The government could help further with “innovative financing techniques” that could support oil and gas exploration and development, Dodig said.

“You know that our industry partially benefitted from flow-through shares that particularly helped upstart companies in spurring exploration,” he added. “I think we need an analogous type of vehicle to spur technology investments so these same smaller companies can benefit from good private-sector investment to continue to green the production of non-renewable resources.”

Dodig’s speech was strongly supportive of Canada’s energy industry, and the CEO has experience with advocating for tax changes. In a Sept. 2018 speech, amid concerns about the competitiveness of the Canadian economy following tax reform in the United States, the CIBC CEO argued the federal government should allow companies to write-off capital investments more quickly, which Ottawa wound up doing.

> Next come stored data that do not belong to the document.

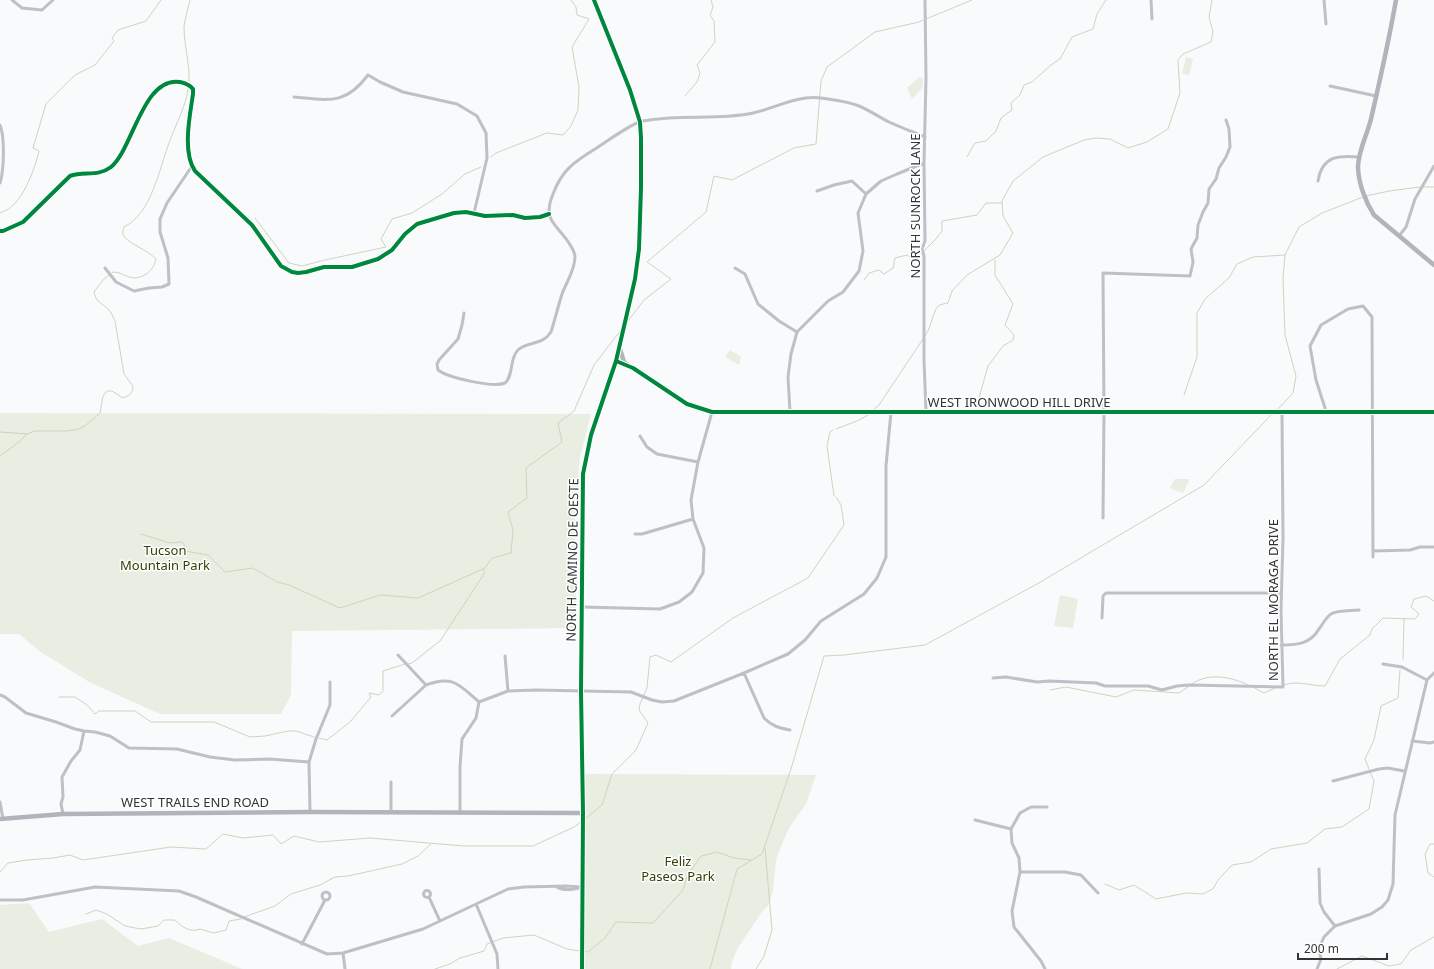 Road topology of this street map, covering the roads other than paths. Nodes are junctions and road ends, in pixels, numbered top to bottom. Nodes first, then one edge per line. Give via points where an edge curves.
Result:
1 (12, 0) edge
2 (53, 0) edge
3 (594, 0) edge
4 (925, 0) edge
5 (1151, 0) edge
6 (1324, 0) edge
7 (1396, 0) edge
8 (1152, 19) dead end
9 (1326, 24) dead end
10 (1330, 86) dead end
11 (294, 96) dead end
12 (1376, 96) junction
13 (1226, 120) dead end
14 (640, 122) junction
15 (0, 125) edge
16 (925, 137) junction
17 (1359, 157) junction
18 (924, 164) junction
19 (192, 166) junction
20 (1434, 166) edge
21 (1318, 181) dead end
22 (0, 183) edge
23 (817, 191) dead end
24 (866, 194) junction
25 (474, 213) junction
26 (549, 214) junction
27 (0, 232) edge
28 (1399, 236) junction
29 (1434, 265) edge
30 (105, 268) dead end
31 (735, 268) dead end
32 (464, 313) dead end
33 (797, 332) junction
34 (620, 347) junction
35 (616, 361) junction
36 (629, 366) junction
37 (712, 412) junction
38 (790, 412) junction
39 (891, 412) junction
40 (926, 412) junction
41 (1104, 412) junction
42 (1282, 412) junction
43 (1326, 412) junction
44 (1373, 412) junction
45 (1434, 412) edge
46 (640, 436) dead end
47 (698, 462) junction
48 (1103, 518) dead end
49 (693, 519) junction
50 (635, 534) dead end
51 (1434, 547) edge
52 (1373, 551) junction
53 (1373, 557) dead end
54 (1281, 593) junction
55 (582, 607) junction
56 (1359, 610) dead end
57 (1102, 618) dead end
58 (1281, 645) junction
59 (398, 655) dead end
60 (505, 656) dead end
61 (1383, 664) dead end
62 (744, 673) junction
63 (1434, 673) edge
64 (993, 678) dead end
65 (1427, 680) junction
66 (330, 682) dead end
67 (426, 685) junction
68 (508, 691) junction
69 (581, 691) junction
70 (0, 695) edge
71 (479, 702) junction
72 (392, 716) dead end
73 (790, 730) dead end
74 (84, 732) junction
75 (1412, 741) junction
76 (1434, 742) edge
77 (309, 762) junction
78 (1404, 772) junction
79 (1333, 781) dead end
80 (391, 782) dead end
81 (0, 802) edge
82 (1047, 807) dead end
83 (310, 812) junction
84 (391, 812) junction
85 (460, 812) junction
86 (583, 813) junction
87 (63, 814) junction
88 (1, 819) edge
89 (975, 820) dead end
90 (1011, 829) junction
91 (1319, 869) dead end
92 (1020, 872) junction
93 (582, 887) junction
94 (1098, 893) dead end
95 (429, 897) dead end
96 (0, 900) edge
97 (324, 900) dead end
98 (1386, 903) junction
99 (476, 904) junction
100 (1390, 907) dead end
101 (440, 921) junction
102 (1335, 926) junction
103 (302, 944) junction
104 (343, 953) junction
105 (345, 969) edge
106 (498, 969) edge
107 (582, 969) edge
108 (1045, 969) edge
109 (1317, 969) edge

1 - 2 street via 22,8 42,10
3 - 14 street, NORTH CAMINO DE OESTE via 623,71
4 - 16 street, NORTH SUNROCK LANE
5 - 8 street
6 - 9 street
7 - 12 street
10 - 12 street
11 - 25 street via 329,100 341,98 360,87 368,75 403,92 457,104 477,116 486,132 487,158
12 - 17 street
13 - 41 street via 1230,147 1209,189 1208,203 1191,249 1193,262 1190,276 1103,273
14 - 16 street via 754,113 803,98 819,98 859,106
14 - 26 street via 568,168 559,178 552,194
14 - 34 street, NORTH CAMINO DE OESTE via 642,182 638,263
15 - 22 street via 3,156
16 - 18 street, NORTH SUNROCK LANE
17 - 21 street via 1346,156 1330,160 1321,170
17 - 28 street via 1359,178 1368,204 1374,215
18 - 24 street via 881,181
18 - 40 street, NORTH SUNROCK LANE via 925,242 922,249
19 - 25 street via 252,225 281,266 292,272 355,266 384,256 418,224 454,214
19 - 27 street via 188,130 193,89 182,83 167,83 149,100 112,166 94,174 70,176 23,222
19 - 30 street via 167,202 160,219 160,232 168,258 169,284 134,290 116,282
20 - 28 street via 1415,199 1406,227
23 - 24 street via 852,181
24 - 33 street via 858,213 863,251 859,271 844,292 828,301
25 - 26 street via 525,218
26 - 32 street via 555,227 574,251 574,265 551,332 542,341 517,351 505,383 497,385 467,380 438,370 439,360 455,345 461,333
28 - 29 street
31 - 33 street via 745,274 758,304
33 - 38 street via 788,377
34 - 35 street, NORTH CAMINO DE OESTE
34 - 36 street via 624,362
35 - 36 street, WEST IRONWOOD HILL DRIVE
35 - 55 street, NORTH CAMINO DE OESTE via 590,435 583,474
36 - 37 street, WEST IRONWOOD HILL DRIVE via 687,404
37 - 38 street, WEST IRONWOOD HILL DRIVE
37 - 47 street
38 - 39 street, WEST IRONWOOD HILL DRIVE
39 - 40 street, WEST IRONWOOD HILL DRIVE
39 - 62 street via 886,466 886,557 877,578 864,594 821,621 805,640 788,654
40 - 41 street, WEST IRONWOOD HILL DRIVE
41 - 42 street, WEST IRONWOOD HILL DRIVE
41 - 48 street
42 - 43 street, WEST IRONWOOD HILL DRIVE
42 - 54 street, NORTH EL MORAGA DRIVE
43 - 44 street, WEST IRONWOOD HILL DRIVE
43 - 44 street via 1316,380 1310,346 1321,325 1348,309 1363,306 1372,317
44 - 45 street, WEST IRONWOOD HILL DRIVE
44 - 52 street
46 - 47 street via 647,447 657,454
47 - 49 street via 691,500
49 - 50 street
49 - 55 street via 704,548 703,572 692,592 679,602 660,608
51 - 52 street
52 - 53 street
54 - 57 street via 1106,593 1103,596
54 - 58 street, NORTH EL MORAGA DRIVE
55 - 69 street, NORTH CAMINO DE OESTE
56 - 58 street via 1332,614 1308,641 1297,645
58 - 64 street, NORTH EL MORAGA DRIVE via 1283,687 1189,685 1162,690 1148,686 1105,686 1096,683
59 - 67 street
60 - 68 street
61 - 65 street via 1402,667
62 - 69 street via 674,701 662,702 631,692
62 - 73 street via 764,718 776,728
63 - 65 street
65 - 75 street
66 - 77 street via 330,706
67 - 71 street via 438,680 448,680 458,684
67 - 72 street
68 - 69 street
68 - 71 street
69 - 86 street, NORTH CAMINO DE OESTE
70 - 74 street via 5,696 26,713
71 - 85 street via 476,718 462,739
74 - 77 street via 110,736 130,748 177,748 210,757 235,760
74 - 87 street via 80,750 62,777
75 - 76 street
75 - 78 street
77 - 83 street
78 - 79 street via 1388,768 1378,769
78 - 98 street via 1394,819 1393,884
80 - 84 street
81 - 88 street
82 - 90 street via 1031,807 1020,813
83 - 84 street, WEST TRAILS END ROAD
83 - 87 street, WEST TRAILS END ROAD
84 - 85 street, WEST TRAILS END ROAD
85 - 86 street, WEST TRAILS END ROAD
86 - 93 street, NORTH CAMINO DE OESTE
87 - 88 street, WEST TRAILS END ROAD
89 - 90 street
90 - 92 street
91 - 102 street via 1320,903
92 - 94 street via 1065,872 1080,875
92 - 108 street via 1012,911 1014,927 1042,961
93 - 99 street via 508,889
93 - 107 street, NORTH CAMINO DE OESTE
95 - 101 street
96 - 103 street via 23,900 96,887 179,891
97 - 103 street
98 - 100 street
98 - 102 street via 1371,914
99 - 101 street
99 - 106 street via 498,954
101 - 104 street via 423,929
102 - 109 street via 1324,937 1319,948 1321,959
103 - 104 street via 327,954
104 - 105 street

But Friday’s remarks from the head of Canada’s fifth-biggest bank came a day after Calgary-based energy company Encana Corp. announced it will move its headquarters to the United States in a bid to attract more investment. Encana said it will also drop the link to Canada in its name, which it will change to Ovintiv Inc.

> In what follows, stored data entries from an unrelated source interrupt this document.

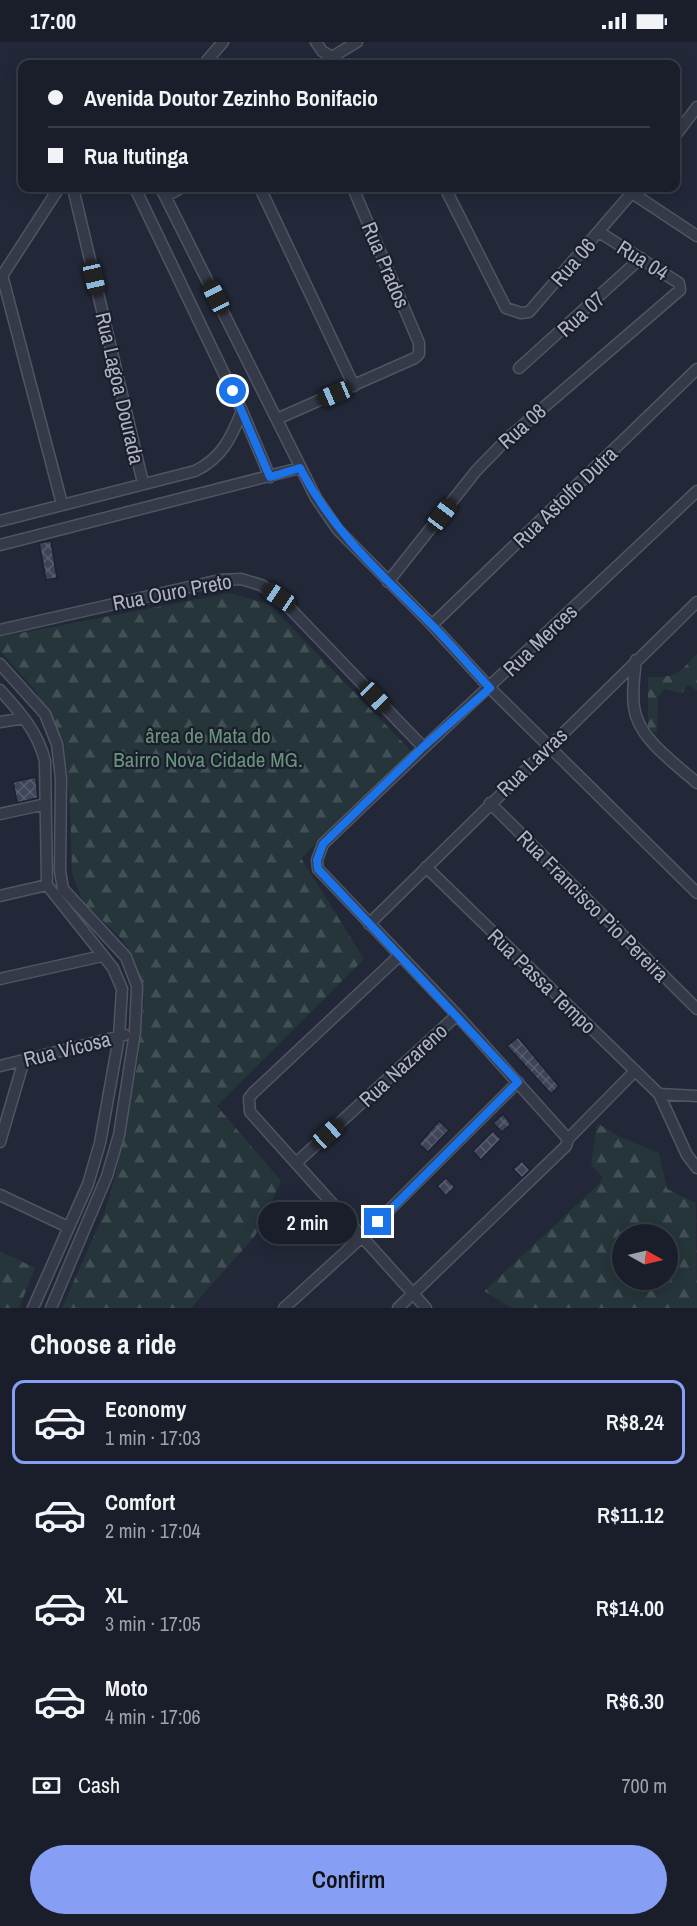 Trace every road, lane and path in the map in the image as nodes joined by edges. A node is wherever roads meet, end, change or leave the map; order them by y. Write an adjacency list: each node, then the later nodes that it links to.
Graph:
1 (223, 42): 4 (street)
2 (316, 42): 3 (street)
3 (357, 42)
4 (207, 60)
5 (697, 107): 6 (street)
6 (680, 129)
7 (56, 192): 19 (street)
8 (74, 192): 28 (street, Rua Lagoa Dourada)
9 (137, 192): 24 (street)
10 (164, 192): 25 (street)
11 (262, 192): 23 (street)
12 (355, 192): 23 (street, Rua Prados)
13 (447, 192): 16 (street, Rua 06)
14 (632, 192): 16 (street, Rua 06)
15 (637, 192): 17 (street)
16 (599, 232): 18 (street, Rua 04)
17 (697, 236)
18 (641, 258): 20 (street, Rua 04); 21 (street, Rua 07)
19 (1, 277): 30 (street)
20 (679, 292): 33 (street, Rua 08)
21 (519, 368)
22 (697, 369): 35 (street, Rua Astolfo Dutra)
23 (354, 386): 25 (street)
24 (242, 411): 27 (street); 28 (street)
25 (277, 419): 26 (street)
26 (300, 468): 27 (street); 33 (street)
27 (270, 477): 32 (street)
28 (143, 483): 30 (street)
29 (697, 491): 39 (street, Rua Merces)
30 (62, 504): 31 (street)
31 (0, 521)
32 (0, 545)
33 (388, 582): 35 (street)
34 (697, 602): 37 (street, Rua Lavras)
35 (432, 625): 39 (street)
36 (0, 630): 44 (street, Rua Ouro Preto)
37 (636, 660): 43 (street, Rua Lavras); 45 (street)
38 (0, 664): 59 (street)
39 (490, 688): 43 (street); 44 (street, Rua Merces)
40 (0, 690): 41 (street)
41 (24, 718): 42 (street); 47 (street)
42 (0, 722)
43 (549, 746): 46 (street, Rua Lavras); 51 (street)
44 (423, 747): 53 (street, Rua Merces)
45 (697, 783)
46 (490, 803): 49 (street, Rua Lavras); 57 (street, Rua Francisco Pio Pereira)
47 (46, 804): 48 (street); 50 (street)
48 (0, 814)
49 (426, 867): 53 (street, Rua Lavras); 63 (street, Rua Passa Tempo)
50 (47, 885): 52 (street); 54 (street)
51 (697, 893)
52 (0, 896)
53 (369, 924): 55 (street)
54 (102, 956): 56 (street); 60 (street)
55 (399, 956): 58 (street); 69 (street)
56 (0, 979)
57 (697, 1009)
58 (457, 1015): 64 (street); 69 (street, Rua Nazareno)
59 (135, 1032): 60 (street, Rua Vicosa); 76 (street)
60 (118, 1037): 61 (street, Rua Vicosa); 72 (street)
61 (24, 1060): 62 (street, Rua Vicosa); 67 (street)
62 (0, 1066)
63 (635, 1071): 65 (street, Rua Passa Tempo); 68 (street)
64 (518, 1082): 68 (street); 73 (street)
65 (659, 1094): 66 (street); 70 (street)
66 (697, 1096)
67 (0, 1142)
68 (567, 1142): 74 (street)
69 (296, 1163): 73 (street)
70 (697, 1168)
71 (0, 1195): 72 (street)
72 (68, 1227): 75 (street)
73 (362, 1237): 74 (street); 77 (street)
74 (412, 1295): 78 (street); 79 (street)
75 (33, 1308)
76 (51, 1308)
77 (284, 1308)
78 (398, 1308)
79 (426, 1308)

While Encana’s decision is still pending various approvals, it was just the latest bit of bad news for the Canadian oil and gas industry, which has been hammered in recent years by weak commodity prices, troubles in getting new pipelines built and concerns about climate change. Encana is also not the first energy company that’s decided it needed to purge traces of Canada from its name; earlier this year, pipeline company TransCanada Corp. rebranded to TC Energy Corp.

The announcement from Encana only underscores the urgency we should all feel to take positive, productive action

CIBC is likely well aware of the plight of Canada’s energy sector, as the bank’s results for the quarter ended July 31 were bogged down by more money that had to be set aside for possibly sour loans to the oil and gas industry.

“The announcement from Encana yesterday only underscores the urgency we should all feel to take positive, productive action,” Dodig said Friday. “We need to now start bringing head offices back to Canada.”

Matco Investments Ltd. vice-chairman Michael Tims said he would not necessarily attach too much importance to the decisions of a single company, but rather look at the cumulative effect such moves have on the investment environment, which may still involve more banking business being done in the U.S.

“As businesses become more weighted in a different country, it’s totally logical more of the financing is going to start happening in that other country too,” Tims told the Financial Post.

Both Dodig and Cenovus Energy Inc. CEO Alex Pourbaix, who introduced the bank CEO, likened the energy sector to a “family business,” albeit one that has shed thousands of jobs amid regional rivalries and regulatory uncertainty.

“These are tough times for the family business,” Dodig said. “As with any family, it’s time we came together – and put our backs into finding a solution.”